Accordingly, where the property has not been identified when the conspiracy agreement is reached, the prosecution must prove that the conspirator intended that the property would be the proceeds of criminal conduct. However, if the property was specifically identified when the conspirators made their agreement, the prosecution must prove that the conspirators knew that the property was the proceeds of crime, (paras 23 and 25 of the judgment).

It was noted that the Law Commission, when making recommendations which led to the enactment of section 1(2) of the Criminal Law Act 1997, were particularly focused on offences of strict liability and offences where recklessness is a sufficient mens rea. The court observed that the mens rea contemplated in section 92C, namely suspicion on reasonable grounds, was not actually addressed by the Law Commission in its review, and that often the difference between suspicion on reasonable grounds and knowledge is not all that great, (para 61 of the judgment).

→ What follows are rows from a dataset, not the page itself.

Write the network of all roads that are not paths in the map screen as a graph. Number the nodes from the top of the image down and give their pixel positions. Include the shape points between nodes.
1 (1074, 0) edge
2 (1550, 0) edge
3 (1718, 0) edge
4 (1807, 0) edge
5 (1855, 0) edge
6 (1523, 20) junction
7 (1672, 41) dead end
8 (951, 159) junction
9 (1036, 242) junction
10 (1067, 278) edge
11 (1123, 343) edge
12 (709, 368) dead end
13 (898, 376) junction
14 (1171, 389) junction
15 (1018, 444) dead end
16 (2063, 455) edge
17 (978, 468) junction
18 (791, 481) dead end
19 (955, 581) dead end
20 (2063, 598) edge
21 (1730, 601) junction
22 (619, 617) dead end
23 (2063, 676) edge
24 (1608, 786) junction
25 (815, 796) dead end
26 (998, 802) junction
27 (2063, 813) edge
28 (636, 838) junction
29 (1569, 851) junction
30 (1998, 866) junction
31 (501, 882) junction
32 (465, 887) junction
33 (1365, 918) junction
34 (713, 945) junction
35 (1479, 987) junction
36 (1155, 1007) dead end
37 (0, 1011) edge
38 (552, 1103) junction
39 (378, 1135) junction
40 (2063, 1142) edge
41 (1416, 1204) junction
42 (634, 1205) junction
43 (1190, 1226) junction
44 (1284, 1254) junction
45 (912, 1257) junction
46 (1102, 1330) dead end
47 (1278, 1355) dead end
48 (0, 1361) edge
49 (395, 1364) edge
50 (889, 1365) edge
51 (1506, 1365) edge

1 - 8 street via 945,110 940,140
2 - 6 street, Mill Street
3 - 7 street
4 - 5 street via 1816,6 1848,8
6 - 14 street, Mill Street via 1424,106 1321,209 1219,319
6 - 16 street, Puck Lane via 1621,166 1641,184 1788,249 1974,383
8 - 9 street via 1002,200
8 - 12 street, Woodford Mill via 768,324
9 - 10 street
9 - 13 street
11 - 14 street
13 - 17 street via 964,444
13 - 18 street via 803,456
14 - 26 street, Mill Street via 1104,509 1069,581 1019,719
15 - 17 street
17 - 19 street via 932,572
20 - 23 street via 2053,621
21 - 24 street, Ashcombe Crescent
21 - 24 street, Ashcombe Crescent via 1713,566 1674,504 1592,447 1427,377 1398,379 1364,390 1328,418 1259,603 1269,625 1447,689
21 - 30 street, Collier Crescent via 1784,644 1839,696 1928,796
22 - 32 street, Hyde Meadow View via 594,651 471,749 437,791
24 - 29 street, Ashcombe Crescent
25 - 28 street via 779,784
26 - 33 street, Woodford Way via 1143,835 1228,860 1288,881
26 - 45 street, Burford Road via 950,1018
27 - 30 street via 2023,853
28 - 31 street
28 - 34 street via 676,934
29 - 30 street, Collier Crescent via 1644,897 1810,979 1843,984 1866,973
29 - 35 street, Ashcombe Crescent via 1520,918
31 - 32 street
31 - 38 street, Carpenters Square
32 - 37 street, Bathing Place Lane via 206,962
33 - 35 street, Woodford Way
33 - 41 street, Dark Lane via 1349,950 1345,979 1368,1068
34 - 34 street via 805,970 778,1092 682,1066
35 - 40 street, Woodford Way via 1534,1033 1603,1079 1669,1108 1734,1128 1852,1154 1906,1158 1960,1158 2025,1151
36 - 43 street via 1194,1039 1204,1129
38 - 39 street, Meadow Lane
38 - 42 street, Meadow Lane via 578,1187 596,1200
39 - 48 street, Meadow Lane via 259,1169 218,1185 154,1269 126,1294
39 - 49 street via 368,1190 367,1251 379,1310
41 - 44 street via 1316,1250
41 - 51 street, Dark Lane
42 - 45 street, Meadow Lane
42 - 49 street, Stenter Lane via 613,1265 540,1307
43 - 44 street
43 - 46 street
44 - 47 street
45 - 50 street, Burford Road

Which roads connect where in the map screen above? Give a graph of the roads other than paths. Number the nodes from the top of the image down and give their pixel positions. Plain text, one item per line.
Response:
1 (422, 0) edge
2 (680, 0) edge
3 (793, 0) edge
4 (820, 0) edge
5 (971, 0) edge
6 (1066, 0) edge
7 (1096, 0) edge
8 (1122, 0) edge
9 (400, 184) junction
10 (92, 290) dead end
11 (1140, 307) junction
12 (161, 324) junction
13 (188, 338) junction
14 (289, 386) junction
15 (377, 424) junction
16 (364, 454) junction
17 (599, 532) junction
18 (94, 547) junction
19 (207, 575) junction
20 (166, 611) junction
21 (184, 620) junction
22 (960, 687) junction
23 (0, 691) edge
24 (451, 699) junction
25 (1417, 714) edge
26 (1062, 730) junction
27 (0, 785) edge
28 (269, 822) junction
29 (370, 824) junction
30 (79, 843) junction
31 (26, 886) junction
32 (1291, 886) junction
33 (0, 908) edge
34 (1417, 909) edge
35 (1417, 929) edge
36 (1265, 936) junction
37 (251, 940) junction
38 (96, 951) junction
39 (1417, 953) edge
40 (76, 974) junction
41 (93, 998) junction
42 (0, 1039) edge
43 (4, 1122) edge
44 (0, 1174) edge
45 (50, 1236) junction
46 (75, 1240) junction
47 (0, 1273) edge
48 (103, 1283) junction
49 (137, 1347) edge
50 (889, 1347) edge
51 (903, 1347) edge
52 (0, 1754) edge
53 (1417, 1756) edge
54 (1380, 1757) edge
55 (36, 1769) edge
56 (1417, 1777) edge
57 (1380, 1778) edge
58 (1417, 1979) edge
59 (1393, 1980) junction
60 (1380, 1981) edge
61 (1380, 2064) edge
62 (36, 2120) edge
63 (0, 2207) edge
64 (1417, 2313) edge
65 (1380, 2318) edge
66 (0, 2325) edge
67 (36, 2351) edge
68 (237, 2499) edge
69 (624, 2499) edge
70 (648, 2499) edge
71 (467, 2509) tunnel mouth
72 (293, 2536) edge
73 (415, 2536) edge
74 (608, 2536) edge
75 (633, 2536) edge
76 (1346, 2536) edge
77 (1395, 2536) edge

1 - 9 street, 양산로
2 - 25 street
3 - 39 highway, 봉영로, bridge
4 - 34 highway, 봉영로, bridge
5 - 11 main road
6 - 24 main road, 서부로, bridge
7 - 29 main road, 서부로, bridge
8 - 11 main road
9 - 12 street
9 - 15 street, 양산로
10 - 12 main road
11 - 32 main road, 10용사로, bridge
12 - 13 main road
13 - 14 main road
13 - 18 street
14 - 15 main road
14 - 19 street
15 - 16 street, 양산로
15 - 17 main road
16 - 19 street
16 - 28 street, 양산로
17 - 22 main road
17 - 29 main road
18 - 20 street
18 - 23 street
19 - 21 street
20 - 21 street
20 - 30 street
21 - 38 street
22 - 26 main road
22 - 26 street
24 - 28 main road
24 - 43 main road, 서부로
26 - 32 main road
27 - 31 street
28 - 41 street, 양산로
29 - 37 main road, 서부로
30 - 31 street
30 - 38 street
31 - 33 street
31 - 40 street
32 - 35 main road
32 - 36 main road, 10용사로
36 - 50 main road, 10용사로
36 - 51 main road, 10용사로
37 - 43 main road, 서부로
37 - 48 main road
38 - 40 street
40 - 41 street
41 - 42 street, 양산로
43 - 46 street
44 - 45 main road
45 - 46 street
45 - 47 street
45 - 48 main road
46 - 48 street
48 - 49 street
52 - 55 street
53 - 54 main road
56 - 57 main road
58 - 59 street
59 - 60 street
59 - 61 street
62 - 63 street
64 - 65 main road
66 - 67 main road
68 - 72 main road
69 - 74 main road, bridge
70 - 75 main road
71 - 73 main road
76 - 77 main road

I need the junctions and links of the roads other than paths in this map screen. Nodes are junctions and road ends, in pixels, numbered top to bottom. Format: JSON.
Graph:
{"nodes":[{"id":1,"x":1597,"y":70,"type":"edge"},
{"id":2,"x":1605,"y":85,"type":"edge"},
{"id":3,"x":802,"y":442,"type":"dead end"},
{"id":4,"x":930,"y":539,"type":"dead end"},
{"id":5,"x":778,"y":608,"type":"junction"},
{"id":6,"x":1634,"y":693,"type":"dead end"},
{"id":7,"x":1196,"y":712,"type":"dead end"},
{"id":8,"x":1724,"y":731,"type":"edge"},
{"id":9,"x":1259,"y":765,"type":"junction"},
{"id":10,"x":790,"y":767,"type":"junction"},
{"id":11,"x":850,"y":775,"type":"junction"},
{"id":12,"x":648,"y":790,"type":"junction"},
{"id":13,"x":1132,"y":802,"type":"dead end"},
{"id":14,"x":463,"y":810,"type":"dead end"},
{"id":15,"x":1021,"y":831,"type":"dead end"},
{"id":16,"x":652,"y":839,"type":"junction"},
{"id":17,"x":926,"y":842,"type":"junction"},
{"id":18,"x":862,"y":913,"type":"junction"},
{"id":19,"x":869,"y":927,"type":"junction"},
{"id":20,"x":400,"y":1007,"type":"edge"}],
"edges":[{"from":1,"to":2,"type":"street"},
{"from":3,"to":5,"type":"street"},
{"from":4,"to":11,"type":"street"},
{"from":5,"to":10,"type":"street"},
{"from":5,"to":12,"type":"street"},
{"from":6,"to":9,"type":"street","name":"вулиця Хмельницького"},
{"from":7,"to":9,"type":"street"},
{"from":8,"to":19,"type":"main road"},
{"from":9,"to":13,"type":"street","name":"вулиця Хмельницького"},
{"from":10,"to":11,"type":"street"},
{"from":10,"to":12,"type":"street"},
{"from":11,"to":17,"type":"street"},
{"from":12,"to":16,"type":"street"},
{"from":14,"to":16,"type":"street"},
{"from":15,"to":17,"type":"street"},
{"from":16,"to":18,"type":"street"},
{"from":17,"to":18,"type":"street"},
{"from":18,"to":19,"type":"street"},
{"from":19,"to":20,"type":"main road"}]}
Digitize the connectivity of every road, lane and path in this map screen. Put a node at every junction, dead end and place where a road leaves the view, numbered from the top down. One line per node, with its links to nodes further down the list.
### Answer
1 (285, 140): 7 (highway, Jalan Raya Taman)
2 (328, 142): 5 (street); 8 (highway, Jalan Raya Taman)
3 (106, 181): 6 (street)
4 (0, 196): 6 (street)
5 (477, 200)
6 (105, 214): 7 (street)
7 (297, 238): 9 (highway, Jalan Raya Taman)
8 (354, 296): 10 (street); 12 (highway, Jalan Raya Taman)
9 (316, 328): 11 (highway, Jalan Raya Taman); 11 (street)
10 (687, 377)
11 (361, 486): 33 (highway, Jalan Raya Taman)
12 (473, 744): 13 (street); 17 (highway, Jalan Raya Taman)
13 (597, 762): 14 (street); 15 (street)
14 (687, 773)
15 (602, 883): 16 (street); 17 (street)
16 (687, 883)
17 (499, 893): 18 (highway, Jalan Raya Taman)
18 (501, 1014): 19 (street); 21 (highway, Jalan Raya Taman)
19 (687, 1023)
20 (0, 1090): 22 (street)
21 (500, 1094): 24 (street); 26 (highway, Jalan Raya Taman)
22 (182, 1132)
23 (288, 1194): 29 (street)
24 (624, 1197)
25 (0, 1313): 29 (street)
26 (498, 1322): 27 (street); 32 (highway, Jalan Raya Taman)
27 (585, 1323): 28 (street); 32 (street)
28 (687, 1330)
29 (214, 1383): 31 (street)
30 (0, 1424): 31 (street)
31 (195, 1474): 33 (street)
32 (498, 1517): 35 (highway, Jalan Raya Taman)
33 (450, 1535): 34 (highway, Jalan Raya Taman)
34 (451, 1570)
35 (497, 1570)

However, the crucial point is that the offence of conspiracy is committed at the time of the agreement, without substantive criminal activities taking place. Accordingly, it was the court’s view that it is important to apply the limitations of the offence of conspiracy strictly, (para 123 of the judgment).

Therefore, while the substantive offence of money laundering can be committed as a result of suspicion on reasonable grounds, a conspiracy to launder can only succeed where it is demonstrated that the conspirators knew that the property to be dealt with was the proceeds of crime.

It was noted that the difficulties in this case were exacerbated by the practice of prosecuting several acts of money laundering which have taken place under the umbrella of the statutory offence of conspiracy, requiring concepts which were designed to fit with the idea that conspiracy as an inchoate offence being applied to cases where the only proof that there was a conspiracy is provided by evidence of the course of conduct from which inferences as to state of mind are then drawn, (para 63 of the judgment).

Hope LJ at paragraph 84 of the judgment specifically drew comparisons with the manner in which such offences are charged in Scotland, where the accused would instead be charged with a single count that they engaged in a continuing course of criminal conduct which involved the commission of a series of identical criminal offences. His Lordship recognised that this was an area of law requiring amendment if such offences were not to become very difficult, if not impossible to prosecute, because of the English rules against duplication in charging a defendant, (para 84).

With respect to the new money laundering offences under Part 7 of the Proceeds of Crime Act 2002, the additional requirements for a conspiracy under section 1(2) of the Criminal Law Act 1977 would apply, as the criminal provenance of the property remains a fact necessary for the commission of the substantive offences.

The only offences that can be committed on the basis of a suspicion are ‘entering into arrangements’ (section 328 Proceeds of Crime Act 2002) and ‘failing to report’ (sections 330, 331 and 332 Proceeds of Crime Act 2002). As such, a conviction for conspiracy to commit one of those offences will no longer be sustainable where the only evidence is that a person engaged in the conduct while holding a suspicion that the property involved was the proceeds of crime, rather than having actual knowledge that they were.

An interesting postscript to the Saik case is the decision in The Queen on the application of the Director of Revenue and Customs Prosecutions and Criminal Case Review Commission [2006] EWHC 3064 (Admin) (5 December 2006). The case involved four defendants who had been convicted of conspiracy to launder the proceeds of crime, when the indictments specifically referred to the defendant’s having a reasonable ground to suspect that the property laundered was the proceeds of crime. The High Court re-affirmed the Criminal Case Review Commission’s ability to refer cases to the Court of Appeal (Criminal Division) where there had been a change in the law since the time of the conviction, even if the matter is well out of time, and whether or not there would be a substantial injustice in allowing the conviction to stand.